[Stored data]
* * *
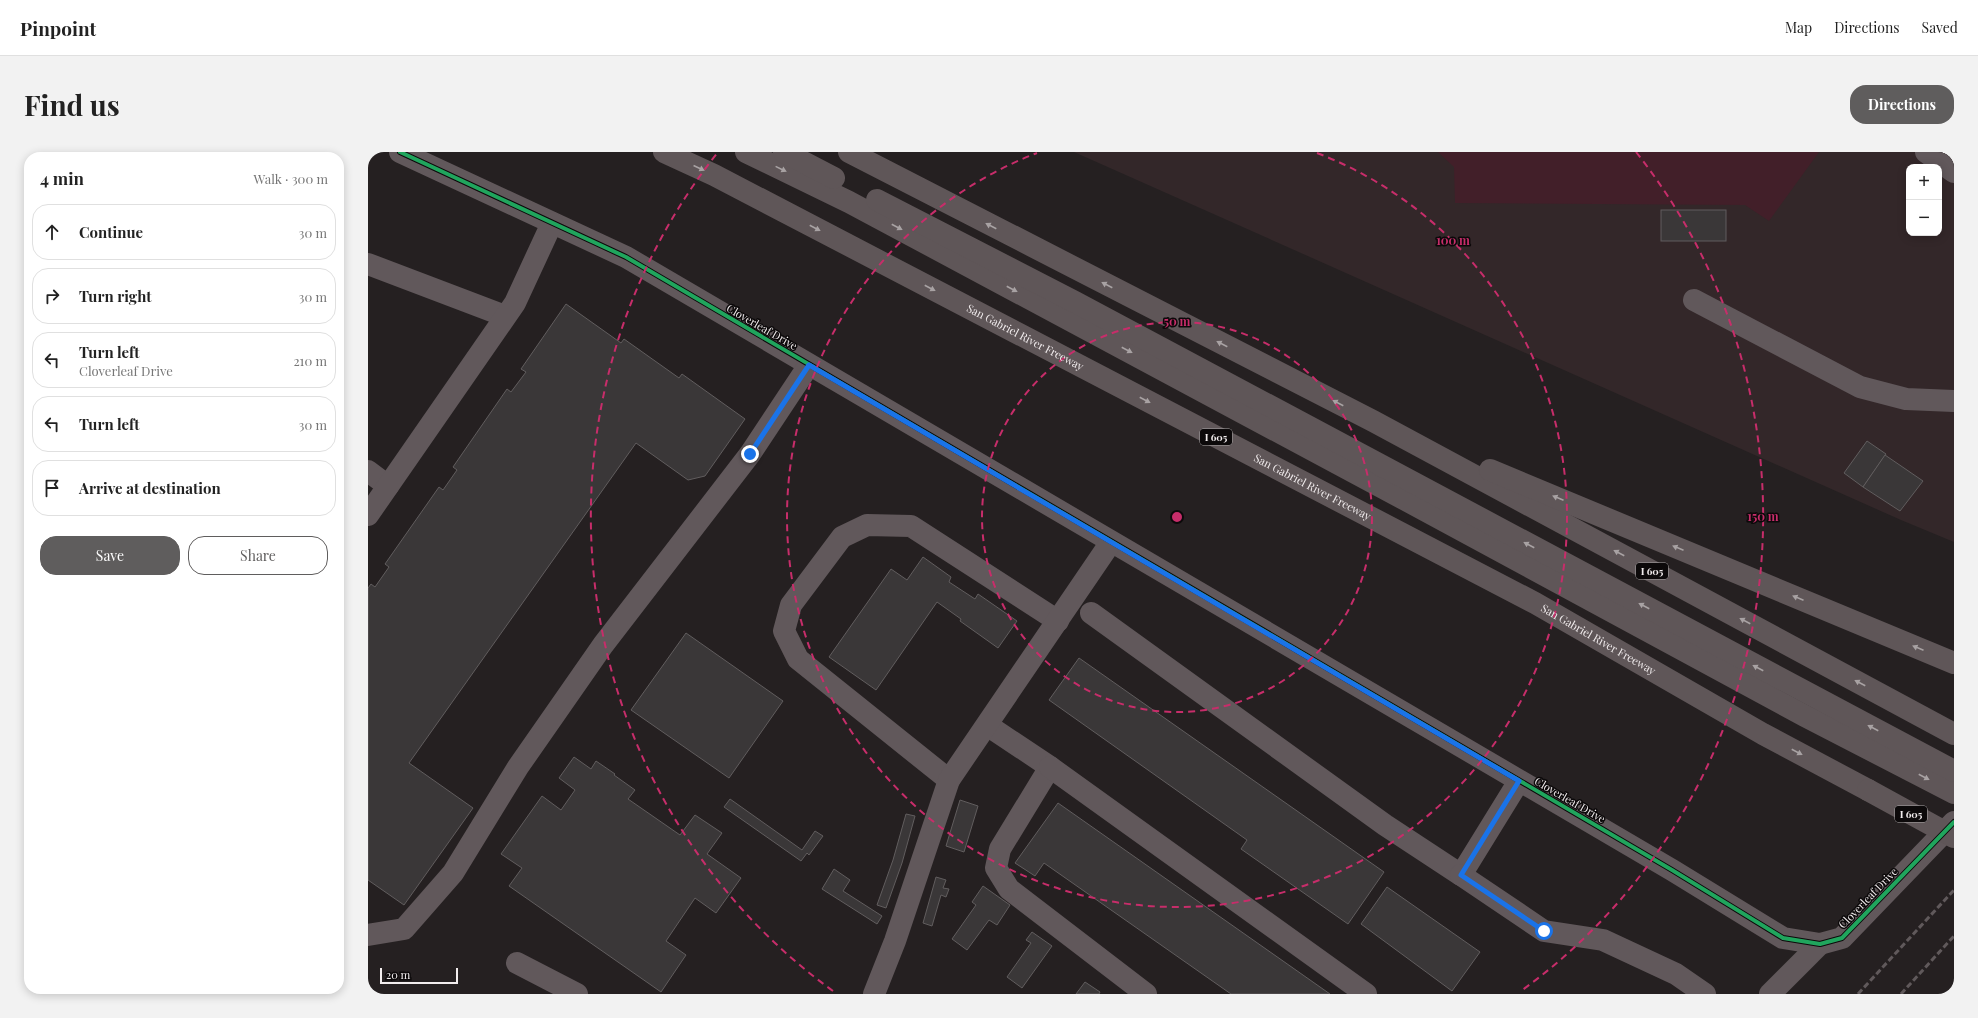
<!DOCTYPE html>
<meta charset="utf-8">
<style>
:root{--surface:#fff;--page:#f2f2f2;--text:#222;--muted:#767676;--line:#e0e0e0;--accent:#5f5d5d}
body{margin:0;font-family:"Playfair Display",serif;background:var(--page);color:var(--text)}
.controls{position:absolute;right:12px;top:12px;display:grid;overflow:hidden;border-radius:8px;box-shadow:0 2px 10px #0003}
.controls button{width:36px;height:36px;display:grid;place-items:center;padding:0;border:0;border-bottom:1px solid var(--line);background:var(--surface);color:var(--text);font:20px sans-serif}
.scale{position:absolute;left:12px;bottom:10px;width:78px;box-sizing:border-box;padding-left:4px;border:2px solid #f2edee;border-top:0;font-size:11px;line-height:14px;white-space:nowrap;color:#f2edee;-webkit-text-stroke:3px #0c090a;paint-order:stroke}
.stop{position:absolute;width:12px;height:12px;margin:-9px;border:3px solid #1a73e8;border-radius:50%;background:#fff}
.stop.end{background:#1a73e8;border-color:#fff;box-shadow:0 1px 4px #0008}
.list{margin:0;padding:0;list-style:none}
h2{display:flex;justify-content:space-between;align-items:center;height:52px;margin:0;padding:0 16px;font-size:17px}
h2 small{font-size:13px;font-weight:400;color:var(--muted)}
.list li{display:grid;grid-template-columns:26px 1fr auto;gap:12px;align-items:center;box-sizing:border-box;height:56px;margin:0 8px 8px;padding:0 8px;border:1px solid var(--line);border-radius:16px}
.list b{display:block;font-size:15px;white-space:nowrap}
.list p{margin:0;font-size:13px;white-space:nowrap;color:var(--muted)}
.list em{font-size:13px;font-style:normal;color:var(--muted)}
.actions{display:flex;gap:8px;padding:12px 16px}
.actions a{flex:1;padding:9px 0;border:1px solid var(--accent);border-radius:16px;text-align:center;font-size:14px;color:var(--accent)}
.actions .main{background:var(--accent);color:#fff}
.icon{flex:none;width:22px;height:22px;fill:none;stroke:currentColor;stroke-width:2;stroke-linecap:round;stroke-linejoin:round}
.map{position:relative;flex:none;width:1586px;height:842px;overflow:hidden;border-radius:16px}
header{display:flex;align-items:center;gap:24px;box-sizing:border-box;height:56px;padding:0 20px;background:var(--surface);border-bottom:1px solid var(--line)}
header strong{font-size:19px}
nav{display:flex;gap:22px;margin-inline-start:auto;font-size:14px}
.intro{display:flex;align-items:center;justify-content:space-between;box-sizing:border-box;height:96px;padding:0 24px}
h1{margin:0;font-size:28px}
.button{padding:10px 18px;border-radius:16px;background:var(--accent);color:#fff;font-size:14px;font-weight:700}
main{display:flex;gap:24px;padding:0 24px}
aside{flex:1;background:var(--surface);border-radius:16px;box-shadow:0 2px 10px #0003}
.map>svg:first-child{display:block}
</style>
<header>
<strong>Pinpoint</strong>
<nav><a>Map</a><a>Directions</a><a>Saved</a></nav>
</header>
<div class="intro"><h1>Find us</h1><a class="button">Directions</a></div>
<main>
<aside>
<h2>4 min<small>Walk · 300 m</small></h2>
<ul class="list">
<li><svg class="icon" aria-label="ahead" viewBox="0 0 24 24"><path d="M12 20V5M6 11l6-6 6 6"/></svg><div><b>Continue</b></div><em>30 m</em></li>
<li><svg class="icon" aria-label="right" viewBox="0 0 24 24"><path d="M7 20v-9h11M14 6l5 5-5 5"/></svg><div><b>Turn right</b></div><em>30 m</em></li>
<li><svg class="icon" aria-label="left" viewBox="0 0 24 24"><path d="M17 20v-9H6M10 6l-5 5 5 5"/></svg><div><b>Turn left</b><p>Cloverleaf Drive</p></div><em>210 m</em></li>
<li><svg class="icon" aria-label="left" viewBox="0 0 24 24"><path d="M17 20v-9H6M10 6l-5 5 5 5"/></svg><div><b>Turn left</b></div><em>30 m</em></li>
<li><svg class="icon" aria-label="arrive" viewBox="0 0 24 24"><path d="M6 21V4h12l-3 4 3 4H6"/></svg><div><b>Arrive at destination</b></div></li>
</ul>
<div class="actions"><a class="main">Save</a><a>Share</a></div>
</aside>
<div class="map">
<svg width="1586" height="842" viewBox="0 0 1586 842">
<rect width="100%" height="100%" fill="#252021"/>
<path fill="#332729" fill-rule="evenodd" d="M 706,0 L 1586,0 L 1586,390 L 1533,368 ZM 1541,15 L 1571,15 L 1571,81 L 1541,81 Z"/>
<polygon fill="#421f29" points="1070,0 1451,0 1401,69 1377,53 1087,51 1086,15"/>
<g fill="#3a3738" stroke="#615d5e">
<rect x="1293" y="58" width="65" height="31"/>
<polygon points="198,152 253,191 256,187 311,226 314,222 377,267 337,324 320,328 268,291 41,611 105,656 36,753 0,728 0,436 3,432 7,435 21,415 17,412 71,335 75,338 89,318 85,315 139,237 143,240 158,220 153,217"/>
<polygon points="1499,289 1518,302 1495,335 1476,321"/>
<polygon points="1517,303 1555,329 1532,359 1495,335"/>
<polygon points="555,405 583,425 581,430 607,447 610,442 649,469 630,496 592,469 593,467 569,450 508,538 461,505 523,417 539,428"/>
<polygon points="318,481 415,549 361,626 263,558"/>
<polygon points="711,506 1016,720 980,772 873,697 879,688 681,548"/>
<polygon points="206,605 223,617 228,609 247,622 246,623 267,638 260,647 312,683 327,663 354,681 339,702 373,726 348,761 327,746 298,789 318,803 293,840 141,734 154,716 133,702 174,644 193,658 207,638 191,626"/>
<polygon points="362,647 434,698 447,679 455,684 441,703 439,701 433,709 356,655"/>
<polygon points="592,648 610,654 596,700 578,694"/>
<polygon points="690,651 962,842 863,842 676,711 667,724 647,711"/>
<polygon points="538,662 547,664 534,711 518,756 509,753 525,708"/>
<polygon points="466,717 482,728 475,739 514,764 509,772 454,737"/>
<polygon points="568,725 578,728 575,736 581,737 578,745 573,743 564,774 555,771"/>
<polygon points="615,734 642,753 629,773 621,768 599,798 584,787 608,753 604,750"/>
<polygon points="1019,735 1112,800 1084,839 993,772"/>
<polygon points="664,780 684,794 654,836 639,825 663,791 658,788"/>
<polygon points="717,830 732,840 731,842 708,842"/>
</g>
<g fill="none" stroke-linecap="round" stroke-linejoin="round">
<g stroke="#61585b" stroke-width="22">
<polyline points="32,0 258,105 1304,718 1415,786 1452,792 1474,786 1586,670"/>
<polyline points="1558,0 1586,20"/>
<polyline points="0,112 137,164"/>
<polyline points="1326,148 1492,235 1538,247 1586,249"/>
<polyline points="0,319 20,334"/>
<polyline points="0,363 147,151 184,71"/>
<polyline points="723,461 1017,673 1093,723 1151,629"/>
<polyline points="619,573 682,615 632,697 628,716 641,737 778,842"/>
<polyline points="682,615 998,842"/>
<polyline points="581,628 430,507 416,479 423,453 474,385 499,373 543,374 690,469"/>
<polyline points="1093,723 1176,779 1235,788 1308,822 1337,842"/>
<polyline points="0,783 36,777 85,721 150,615 235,493 382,302 441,213"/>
<polyline points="149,811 209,842"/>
<polyline points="506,842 527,789 581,628 743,390"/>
<polyline points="1402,842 1452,792"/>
</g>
<g stroke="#5f5658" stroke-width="22">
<path id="s1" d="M 296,0 L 346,23 L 1167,451 L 1395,582 L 1500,638"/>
<polyline points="378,0 481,50 1034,346 1437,564 1586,641"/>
<polyline points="416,0 466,26"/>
<polyline points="481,0 1005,269 1586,582"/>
<polyline points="509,48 707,150 1586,619"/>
<polyline points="1122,318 1586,511"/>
</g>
<g stroke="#60595b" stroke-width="3" stroke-dasharray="6 3" stroke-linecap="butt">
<polyline points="1490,842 1586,738"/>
<polyline points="1533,842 1586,784"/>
</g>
<polyline stroke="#5f5658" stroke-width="22" points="1500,638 1586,685"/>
<defs>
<polyline id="cycleway" points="32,0 258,105 1304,718 1415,786 1452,792 1474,786 1586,670"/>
</defs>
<use href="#cycleway" stroke="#0c090a" stroke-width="6"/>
<use href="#cycleway" stroke="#20a55d" stroke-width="4"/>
</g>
<defs><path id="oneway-solid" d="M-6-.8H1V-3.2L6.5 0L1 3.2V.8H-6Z"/></defs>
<g fill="#a8a2a3">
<use href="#oneway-solid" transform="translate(331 16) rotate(25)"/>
<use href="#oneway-solid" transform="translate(413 17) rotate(26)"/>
<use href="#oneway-solid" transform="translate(623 74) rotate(-153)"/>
<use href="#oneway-solid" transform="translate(529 75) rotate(28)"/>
<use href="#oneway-solid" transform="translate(447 76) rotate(28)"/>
<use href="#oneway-solid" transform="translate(739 133) rotate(-153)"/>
<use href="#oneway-solid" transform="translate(562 136) rotate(28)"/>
<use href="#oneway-solid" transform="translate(644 137) rotate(28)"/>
<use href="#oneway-solid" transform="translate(854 192) rotate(-153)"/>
<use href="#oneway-solid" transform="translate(759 198) rotate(28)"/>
<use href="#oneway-solid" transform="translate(777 248) rotate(28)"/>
<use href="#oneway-solid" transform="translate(970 251) rotate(-153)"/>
<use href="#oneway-solid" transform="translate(1190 346) rotate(-157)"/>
<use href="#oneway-solid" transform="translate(1161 393) rotate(-152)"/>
<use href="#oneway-solid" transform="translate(1310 396) rotate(-157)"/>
<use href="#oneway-solid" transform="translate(1251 401) rotate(-152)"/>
<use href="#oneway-solid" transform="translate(1430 446) rotate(-157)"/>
<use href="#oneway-solid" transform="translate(1276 454) rotate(-152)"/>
<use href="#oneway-solid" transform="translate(1377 469) rotate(-152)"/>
<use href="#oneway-solid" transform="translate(1550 496) rotate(-157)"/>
<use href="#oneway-solid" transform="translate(1390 516) rotate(-152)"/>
<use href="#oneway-solid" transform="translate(1492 531) rotate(-152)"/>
<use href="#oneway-solid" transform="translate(1505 576) rotate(-152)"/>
<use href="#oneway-solid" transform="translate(1429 600) rotate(28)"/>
<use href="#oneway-solid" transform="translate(1556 625) rotate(28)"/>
</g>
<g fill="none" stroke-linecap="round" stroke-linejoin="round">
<polyline stroke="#1a73e8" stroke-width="5" points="382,302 441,213 1151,629 1093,723 1176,779"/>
</g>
<g fill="none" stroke="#c72d6a" stroke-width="2" stroke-dasharray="7 5">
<circle cx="809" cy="365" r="195"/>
<path d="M949 1A390 390 0 1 1 669 1"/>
<path d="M465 839A586 586 0 0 1 350 0M1268 0A586 586 0 0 1 1153 839"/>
</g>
<g text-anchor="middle" stroke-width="3" stroke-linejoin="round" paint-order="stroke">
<g fill="#0c090a" stroke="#ada9aa" stroke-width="1">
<rect x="832" y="277" width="32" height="16" rx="3"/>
<rect x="1268" y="411" width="32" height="16" rx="3"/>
<rect x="1527" y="654" width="32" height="16" rx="3"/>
</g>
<g font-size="10" font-weight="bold" fill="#f2edee">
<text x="848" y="289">I 605</text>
<text x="1284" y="423">I 605</text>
<text x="1543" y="666">I 605</text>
</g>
<g font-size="11" fill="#f2edee" stroke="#0c090a">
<text transform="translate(394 175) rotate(30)" y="4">Cloverleaf Drive</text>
<text dy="4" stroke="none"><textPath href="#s1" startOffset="406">San Gabriel River Freeway</textPath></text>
<text dy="4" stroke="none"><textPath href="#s1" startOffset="730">San Gabriel River Freeway</textPath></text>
<text dy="4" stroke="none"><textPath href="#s1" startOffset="1054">San Gabriel River Freeway</textPath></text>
<text transform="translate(1202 648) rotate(30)" y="4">Cloverleaf Drive</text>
<text transform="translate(1500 746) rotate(-46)" y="4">Cloverleaf Drive</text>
</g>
</g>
<circle cx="809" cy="365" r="6" fill="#c72d6a" stroke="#0c090a" stroke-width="2"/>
<g font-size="12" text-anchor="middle" font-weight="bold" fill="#c72d6a" stroke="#0c090a" stroke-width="3" stroke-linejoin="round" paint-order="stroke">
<text x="1085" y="93">100 m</text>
<text x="809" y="174">50 m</text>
<text x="1395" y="369">150 m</text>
</g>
</svg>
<div class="controls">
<button>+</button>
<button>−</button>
</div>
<div class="scale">20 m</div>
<div class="stop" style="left:1176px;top:779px"></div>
<div class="stop end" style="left:382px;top:302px"></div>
</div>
</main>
* * *
◆ How to complete this task ◆
Extract from the data every line where "list" shows up.

◆ Reply to the task ◆
.list{margin:0;padding:0;list-style:none}
.list li{display:grid;grid-template-columns:26px 1fr auto;gap:12px;align-items:center;box-sizing:border-box;height:56px;margin:0 8px 8px;padding:0 8px;border:1px solid var(--line);border-radius:16px}
.list b{display:block;font-size:15px;white-space:nowrap}
.list p{margin:0;font-size:13px;white-space:nowrap;color:var(--muted)}
.list em{font-size:13px;font-style:normal;color:var(--muted)}
<ul class="list">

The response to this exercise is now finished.